* **Task brief**: Copy out the listing that follows, exactly, without its pictures.
* * * * * * * * *
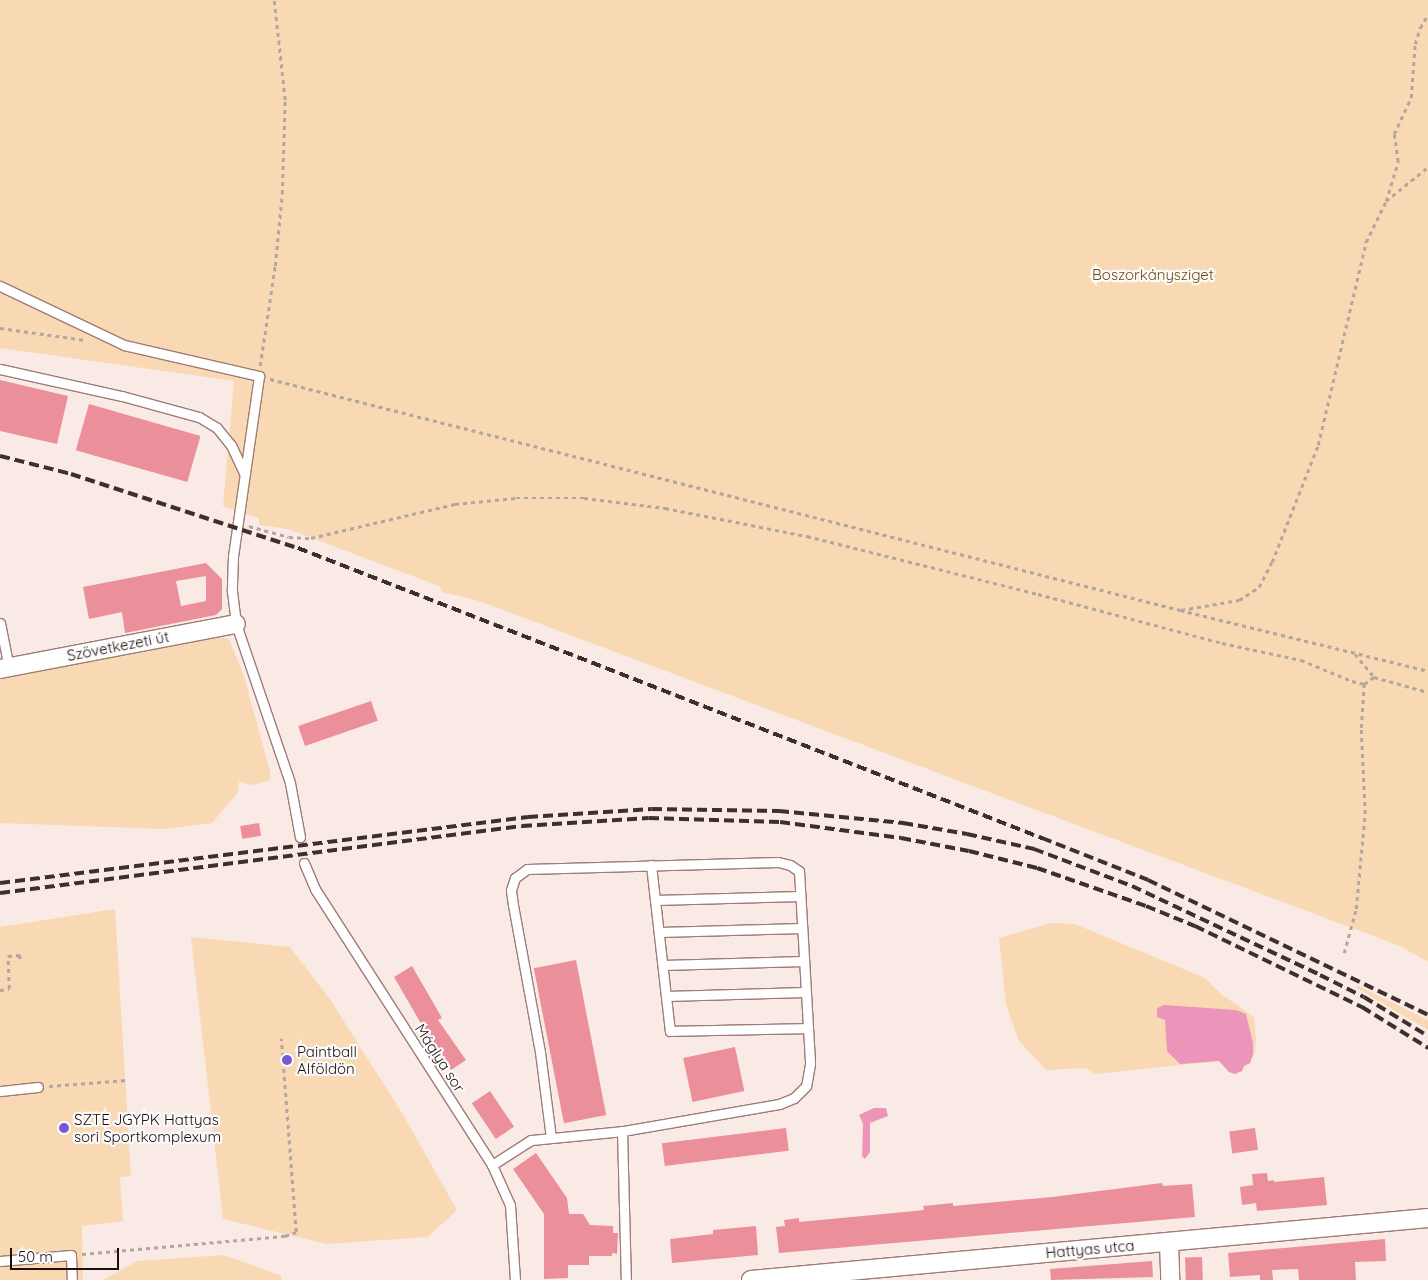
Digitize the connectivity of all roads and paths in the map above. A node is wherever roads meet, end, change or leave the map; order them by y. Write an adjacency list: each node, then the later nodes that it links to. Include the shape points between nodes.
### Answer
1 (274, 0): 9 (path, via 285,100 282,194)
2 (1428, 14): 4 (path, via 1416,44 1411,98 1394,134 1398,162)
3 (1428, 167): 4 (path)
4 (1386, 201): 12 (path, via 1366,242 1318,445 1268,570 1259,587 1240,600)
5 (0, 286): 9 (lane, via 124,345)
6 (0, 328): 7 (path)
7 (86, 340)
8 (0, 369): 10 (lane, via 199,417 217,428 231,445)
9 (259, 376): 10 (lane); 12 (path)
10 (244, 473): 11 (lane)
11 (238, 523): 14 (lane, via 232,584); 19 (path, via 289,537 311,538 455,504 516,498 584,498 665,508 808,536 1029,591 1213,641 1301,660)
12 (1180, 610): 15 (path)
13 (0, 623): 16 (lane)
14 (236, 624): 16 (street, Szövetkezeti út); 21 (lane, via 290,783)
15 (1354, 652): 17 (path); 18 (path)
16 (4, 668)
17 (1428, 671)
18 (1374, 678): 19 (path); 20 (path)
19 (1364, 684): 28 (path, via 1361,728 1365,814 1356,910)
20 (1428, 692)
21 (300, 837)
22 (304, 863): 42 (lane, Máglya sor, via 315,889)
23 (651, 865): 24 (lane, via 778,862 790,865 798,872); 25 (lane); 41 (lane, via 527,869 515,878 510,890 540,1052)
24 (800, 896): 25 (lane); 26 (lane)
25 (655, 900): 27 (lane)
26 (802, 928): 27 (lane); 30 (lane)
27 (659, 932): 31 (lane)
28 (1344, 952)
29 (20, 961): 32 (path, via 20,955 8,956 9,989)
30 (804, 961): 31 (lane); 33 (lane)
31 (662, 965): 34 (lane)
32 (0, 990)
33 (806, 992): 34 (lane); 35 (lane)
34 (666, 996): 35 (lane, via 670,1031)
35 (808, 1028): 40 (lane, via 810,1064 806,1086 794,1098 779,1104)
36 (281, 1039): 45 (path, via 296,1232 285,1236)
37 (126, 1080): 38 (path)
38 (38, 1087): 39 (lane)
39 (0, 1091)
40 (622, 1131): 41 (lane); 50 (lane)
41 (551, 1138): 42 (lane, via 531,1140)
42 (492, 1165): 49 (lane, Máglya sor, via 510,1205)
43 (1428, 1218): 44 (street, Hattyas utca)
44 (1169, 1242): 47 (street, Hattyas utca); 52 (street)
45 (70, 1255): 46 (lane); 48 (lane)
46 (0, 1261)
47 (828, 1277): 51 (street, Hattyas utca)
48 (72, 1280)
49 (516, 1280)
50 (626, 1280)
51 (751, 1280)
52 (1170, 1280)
* * * * * * * * *
* **Completed exercise**:
Digitize the connectivity of all roads and paths in the map above. A node is wherever roads meet, end, change or leave the map; order them by y. Write an adjacency list: each node, then the later nodes that it links to. Include the shape points between nodes.
### Answer
1 (274, 0): 9 (path, via 285,100 282,194)
2 (1428, 14): 4 (path, via 1416,44 1411,98 1394,134 1398,162)
3 (1428, 167): 4 (path)
4 (1386, 201): 12 (path, via 1366,242 1318,445 1268,570 1259,587 1240,600)
5 (0, 286): 9 (lane, via 124,345)
6 (0, 328): 7 (path)
7 (86, 340)
8 (0, 369): 10 (lane, via 199,417 217,428 231,445)
9 (259, 376): 10 (lane); 12 (path)
10 (244, 473): 11 (lane)
11 (238, 523): 14 (lane, via 232,584); 19 (path, via 289,537 311,538 455,504 516,498 584,498 665,508 808,536 1029,591 1213,641 1301,660)
12 (1180, 610): 15 (path)
13 (0, 623): 16 (lane)
14 (236, 624): 16 (street, Szövetkezeti út); 21 (lane, via 290,783)
15 (1354, 652): 17 (path); 18 (path)
16 (4, 668)
17 (1428, 671)
18 (1374, 678): 19 (path); 20 (path)
19 (1364, 684): 28 (path, via 1361,728 1365,814 1356,910)
20 (1428, 692)
21 (300, 837)
22 (304, 863): 42 (lane, Máglya sor, via 315,889)
23 (651, 865): 24 (lane, via 778,862 790,865 798,872); 25 (lane); 41 (lane, via 527,869 515,878 510,890 540,1052)
24 (800, 896): 25 (lane); 26 (lane)
25 (655, 900): 27 (lane)
26 (802, 928): 27 (lane); 30 (lane)
27 (659, 932): 31 (lane)
28 (1344, 952)
29 (20, 961): 32 (path, via 20,955 8,956 9,989)
30 (804, 961): 31 (lane); 33 (lane)
31 (662, 965): 34 (lane)
32 (0, 990)
33 (806, 992): 34 (lane); 35 (lane)
34 (666, 996): 35 (lane, via 670,1031)
35 (808, 1028): 40 (lane, via 810,1064 806,1086 794,1098 779,1104)
36 (281, 1039): 45 (path, via 296,1232 285,1236)
37 (126, 1080): 38 (path)
38 (38, 1087): 39 (lane)
39 (0, 1091)
40 (622, 1131): 41 (lane); 50 (lane)
41 (551, 1138): 42 (lane, via 531,1140)
42 (492, 1165): 49 (lane, Máglya sor, via 510,1205)
43 (1428, 1218): 44 (street, Hattyas utca)
44 (1169, 1242): 47 (street, Hattyas utca); 52 (street)
45 (70, 1255): 46 (lane); 48 (lane)
46 (0, 1261)
47 (828, 1277): 51 (street, Hattyas utca)
48 (72, 1280)
49 (516, 1280)
50 (626, 1280)
51 (751, 1280)
52 (1170, 1280)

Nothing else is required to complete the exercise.